Grande parte do crime se organiza nos presídios brasileiros. O PCC, por exemplo, começou a se organizar ainda na década de 90 dentro das cadeias paulistas. É dali que os líderes dão seus comandos. E, principalmente, é ali que eles angariam mais mão de obra. E por quê? Bom, um detento que entra na cadeia está suscetível a todo tipo de violência e o Estado não consegue garantir sua segurança. Para se proteger, o preso se soma a um grupo. Como na cadeia não existe almoço grátis, a proteção que os líderes lhe oferecem tem seu preço: os ‘filiados’ podem ser obrigados a pequenos trabalhos dentro da cadeia ou até garantir escambo de produtos e drogas, envolvendo assim suas famílias em dia de visita.
O estrondoso aumento da população carcerária feminina (que hoje é de mais de 42 mil mulheres, um aumento de 700% desde o ano 2000) se deu, em grande parte, por conta de mulheres rés primárias que eram pegas em revistas nos presídios masculinos tentando levar drogas para seus maridos, namorados e filhos em dia de visita.
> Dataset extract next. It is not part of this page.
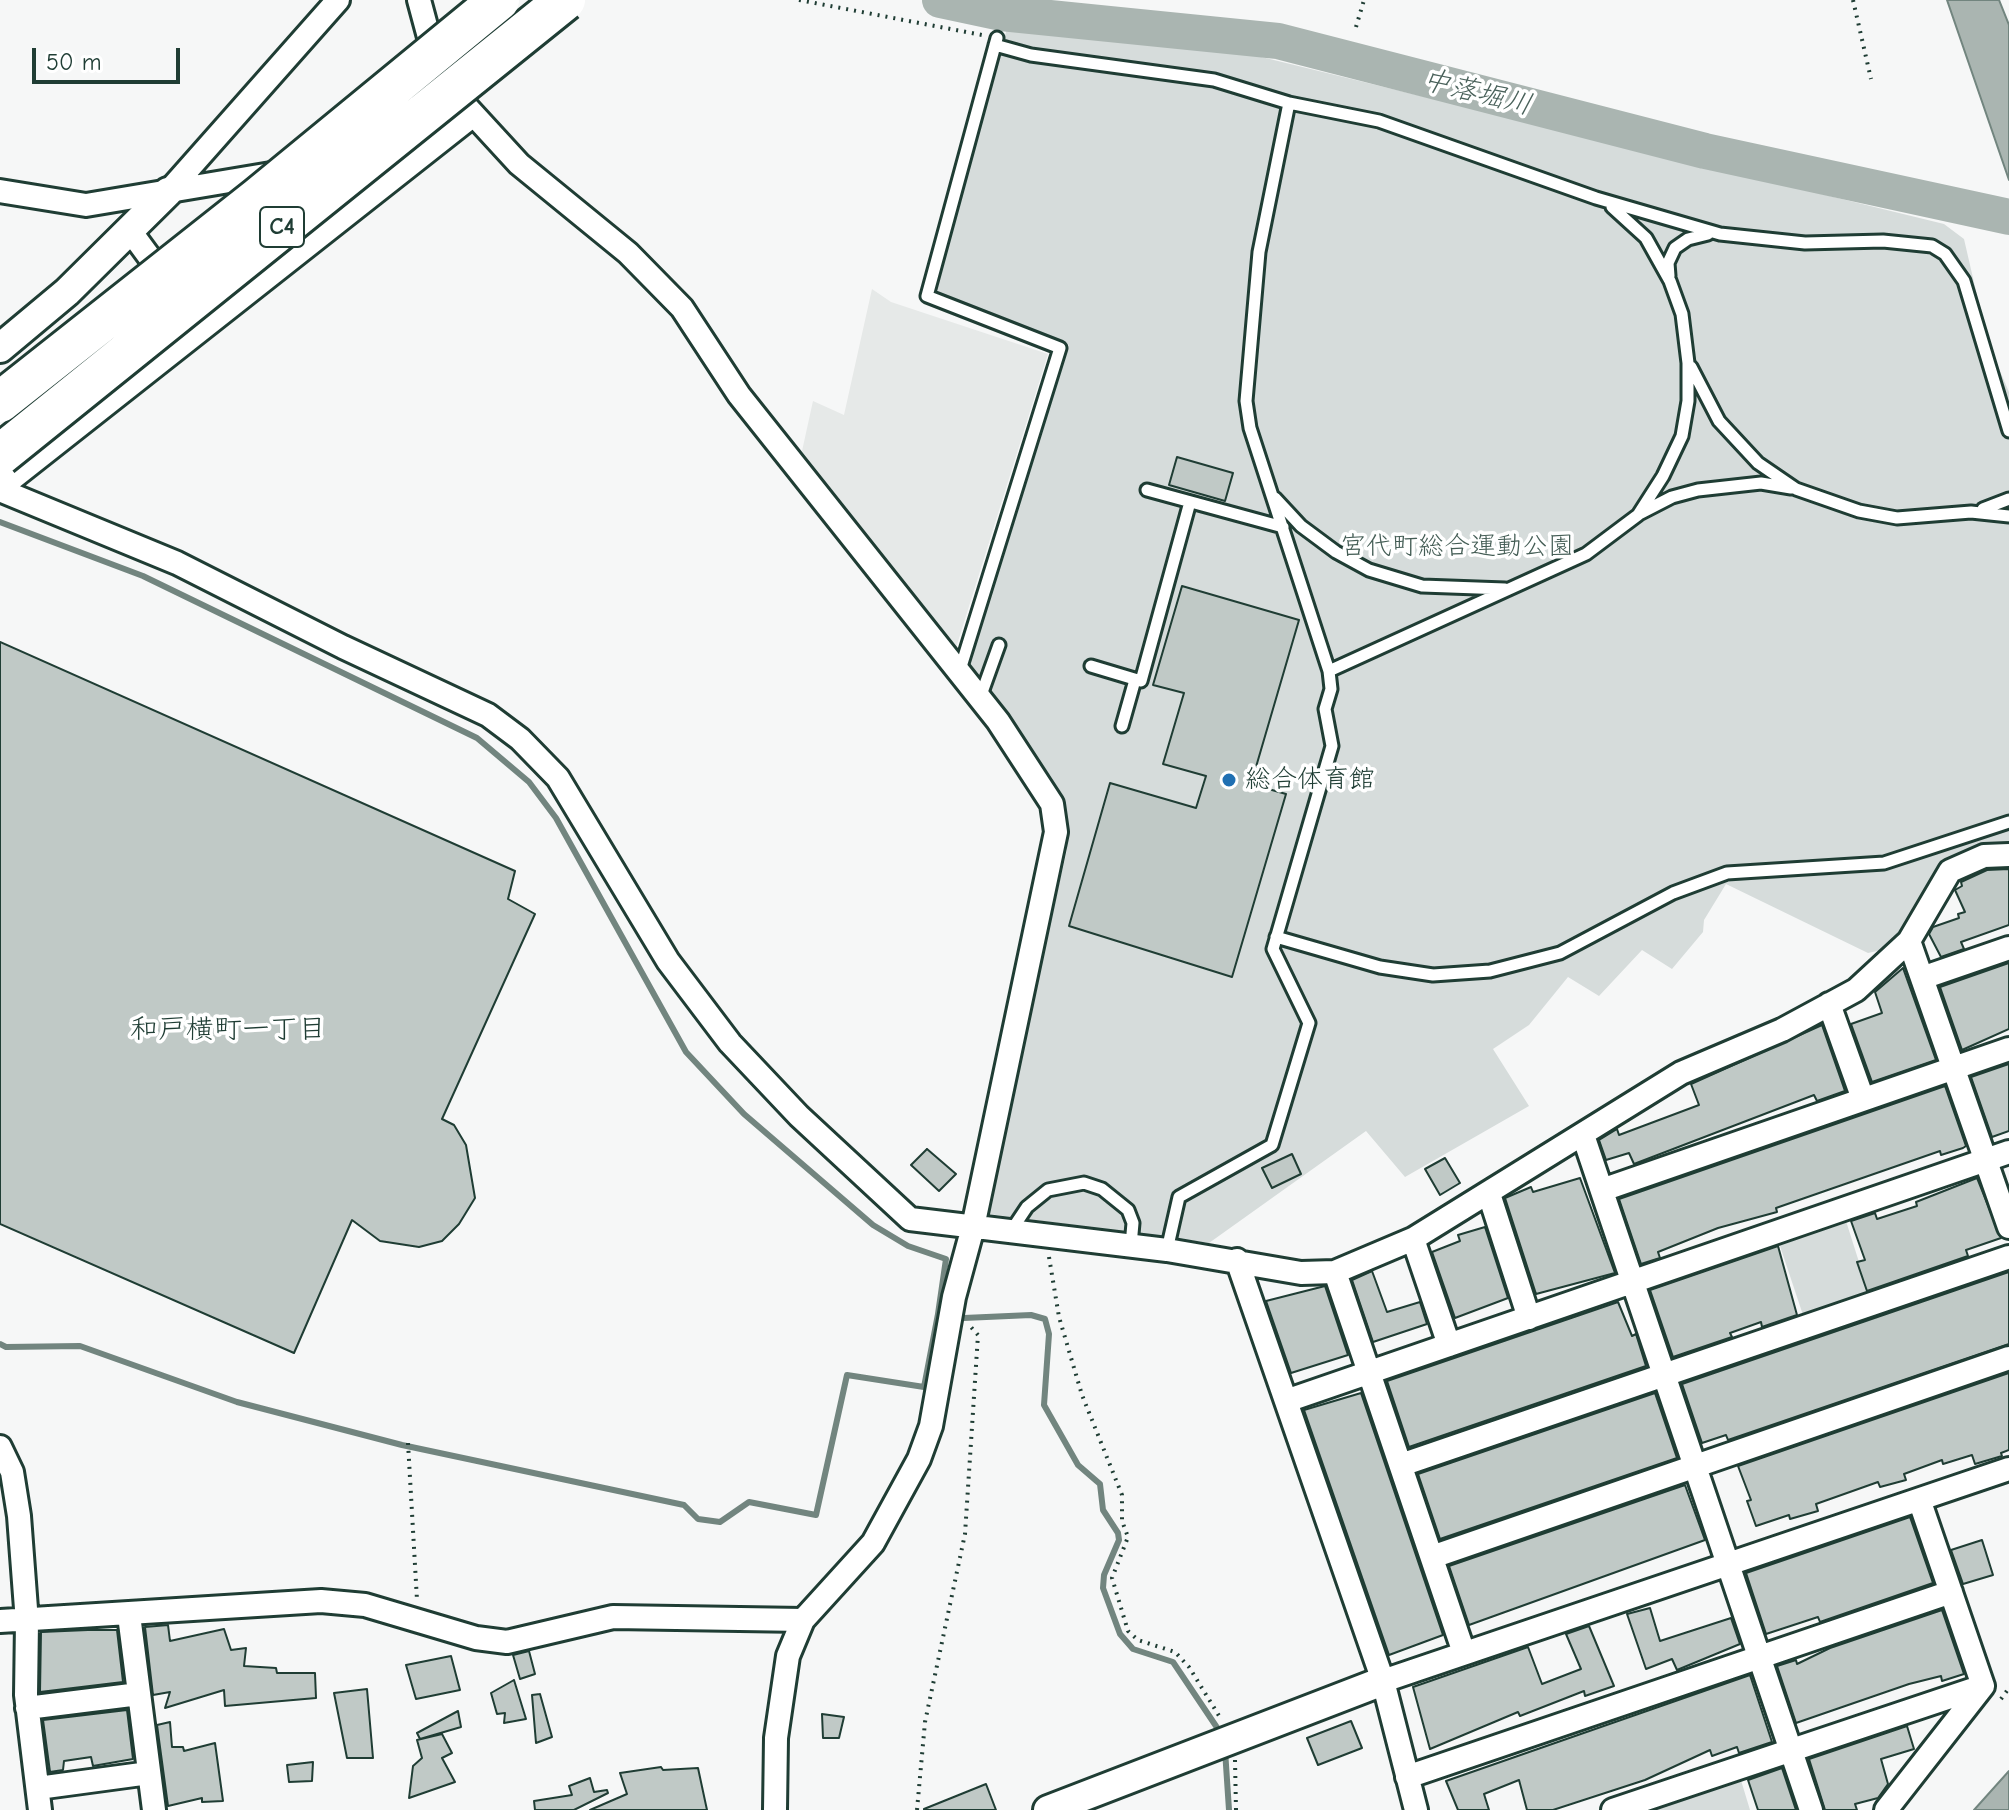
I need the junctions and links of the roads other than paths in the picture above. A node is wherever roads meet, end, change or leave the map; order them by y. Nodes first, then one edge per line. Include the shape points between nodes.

O aumento vertiginoso da população carcerária no Brasil é alimentado e ajuda a alimentar um ciclo vicioso que culmina nas explosões dos índices de violência que temos acompanhado, porque garante ao crime organizado mais mão de obra. As dívidas com as facções podem nunca ser quitadas. Quando nas ruas, os ex-detentos ainda podem ser obrigados a trabalhar para a facção.
É importante levar mais a sério esta dimensão que, às vezes, parece estar secundarizada nas discussões: os espaços prisionais são muito estratégicos para as facções e elas não parecem querer perdê-los. Ou encaramos a discussão sobre encarceramento em massa e seus efeitos como central para o debate de segurança pública ou seguiremos tentando apagar incêndio com baldinho de criança.
Jordana Dias é cientista social e militante da Democracia Socialista.
Originalmente publicado em Fundação Perseu Abramo.